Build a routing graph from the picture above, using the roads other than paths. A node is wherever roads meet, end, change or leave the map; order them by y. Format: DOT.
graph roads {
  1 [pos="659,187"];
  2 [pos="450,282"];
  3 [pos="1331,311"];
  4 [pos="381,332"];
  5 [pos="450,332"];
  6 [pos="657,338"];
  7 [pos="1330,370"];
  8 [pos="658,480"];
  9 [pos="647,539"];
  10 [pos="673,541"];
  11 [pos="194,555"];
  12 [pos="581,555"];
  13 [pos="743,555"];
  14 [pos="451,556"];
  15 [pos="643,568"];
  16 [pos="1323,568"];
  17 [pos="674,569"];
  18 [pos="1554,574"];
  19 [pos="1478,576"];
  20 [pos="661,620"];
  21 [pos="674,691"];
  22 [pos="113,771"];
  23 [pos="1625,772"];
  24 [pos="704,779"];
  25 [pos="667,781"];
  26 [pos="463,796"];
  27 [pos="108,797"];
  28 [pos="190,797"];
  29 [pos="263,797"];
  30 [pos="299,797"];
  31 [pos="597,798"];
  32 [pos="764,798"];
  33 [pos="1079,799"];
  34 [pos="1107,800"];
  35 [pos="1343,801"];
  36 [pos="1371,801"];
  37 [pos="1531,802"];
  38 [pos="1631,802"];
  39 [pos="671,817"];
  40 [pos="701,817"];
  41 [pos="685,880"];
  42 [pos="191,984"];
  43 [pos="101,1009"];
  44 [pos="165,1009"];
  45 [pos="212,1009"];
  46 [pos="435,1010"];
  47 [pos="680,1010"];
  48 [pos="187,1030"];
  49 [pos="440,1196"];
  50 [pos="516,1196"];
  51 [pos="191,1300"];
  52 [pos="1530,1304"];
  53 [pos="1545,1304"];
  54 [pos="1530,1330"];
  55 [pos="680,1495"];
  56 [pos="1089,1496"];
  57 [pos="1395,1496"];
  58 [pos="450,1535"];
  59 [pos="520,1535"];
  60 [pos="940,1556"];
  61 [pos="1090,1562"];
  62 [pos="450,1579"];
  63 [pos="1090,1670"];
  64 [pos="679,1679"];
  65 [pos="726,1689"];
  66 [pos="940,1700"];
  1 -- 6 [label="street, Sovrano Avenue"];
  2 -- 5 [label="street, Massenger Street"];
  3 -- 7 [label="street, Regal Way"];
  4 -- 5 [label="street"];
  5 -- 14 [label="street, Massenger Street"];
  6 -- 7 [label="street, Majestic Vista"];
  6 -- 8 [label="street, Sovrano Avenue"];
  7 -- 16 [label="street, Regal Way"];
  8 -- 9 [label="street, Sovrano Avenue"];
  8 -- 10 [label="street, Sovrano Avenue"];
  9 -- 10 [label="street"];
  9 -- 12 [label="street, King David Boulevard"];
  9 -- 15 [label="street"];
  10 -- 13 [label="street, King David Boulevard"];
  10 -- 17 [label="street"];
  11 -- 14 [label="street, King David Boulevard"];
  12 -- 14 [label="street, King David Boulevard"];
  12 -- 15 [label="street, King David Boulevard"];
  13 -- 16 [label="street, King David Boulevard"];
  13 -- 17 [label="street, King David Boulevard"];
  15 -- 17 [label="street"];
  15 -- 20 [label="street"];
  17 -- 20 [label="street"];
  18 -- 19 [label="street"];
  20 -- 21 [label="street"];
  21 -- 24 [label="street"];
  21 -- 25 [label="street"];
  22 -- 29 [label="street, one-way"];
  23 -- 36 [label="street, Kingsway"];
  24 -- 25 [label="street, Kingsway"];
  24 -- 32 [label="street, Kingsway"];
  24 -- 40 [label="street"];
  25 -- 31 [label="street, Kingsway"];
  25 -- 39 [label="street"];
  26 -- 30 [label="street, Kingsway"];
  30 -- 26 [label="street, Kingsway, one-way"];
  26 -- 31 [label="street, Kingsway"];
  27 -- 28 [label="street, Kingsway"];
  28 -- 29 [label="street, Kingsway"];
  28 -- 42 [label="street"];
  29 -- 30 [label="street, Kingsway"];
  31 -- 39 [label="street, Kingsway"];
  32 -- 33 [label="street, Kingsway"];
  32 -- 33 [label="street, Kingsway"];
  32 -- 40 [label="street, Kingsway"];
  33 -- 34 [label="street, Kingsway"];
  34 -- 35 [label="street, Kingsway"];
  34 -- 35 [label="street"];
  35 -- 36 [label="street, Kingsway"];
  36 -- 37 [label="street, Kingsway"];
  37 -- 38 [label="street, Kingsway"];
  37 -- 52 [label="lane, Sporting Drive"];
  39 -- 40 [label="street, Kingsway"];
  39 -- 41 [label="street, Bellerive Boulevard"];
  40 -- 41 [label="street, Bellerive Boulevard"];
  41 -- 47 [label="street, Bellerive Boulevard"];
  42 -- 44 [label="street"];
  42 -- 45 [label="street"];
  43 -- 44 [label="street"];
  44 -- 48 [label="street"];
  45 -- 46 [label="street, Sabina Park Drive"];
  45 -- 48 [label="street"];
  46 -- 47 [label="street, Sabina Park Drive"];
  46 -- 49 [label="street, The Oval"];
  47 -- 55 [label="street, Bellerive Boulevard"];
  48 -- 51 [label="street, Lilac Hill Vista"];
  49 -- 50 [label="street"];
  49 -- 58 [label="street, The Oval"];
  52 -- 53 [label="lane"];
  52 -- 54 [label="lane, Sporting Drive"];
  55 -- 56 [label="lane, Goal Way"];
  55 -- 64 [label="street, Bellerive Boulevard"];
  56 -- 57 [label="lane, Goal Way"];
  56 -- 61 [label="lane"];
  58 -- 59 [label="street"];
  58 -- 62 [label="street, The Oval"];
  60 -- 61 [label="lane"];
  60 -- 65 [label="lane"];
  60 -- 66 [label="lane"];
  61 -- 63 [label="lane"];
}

======

Work out how many lines in the entries above include the word "Sabina". Respond with only the number.

2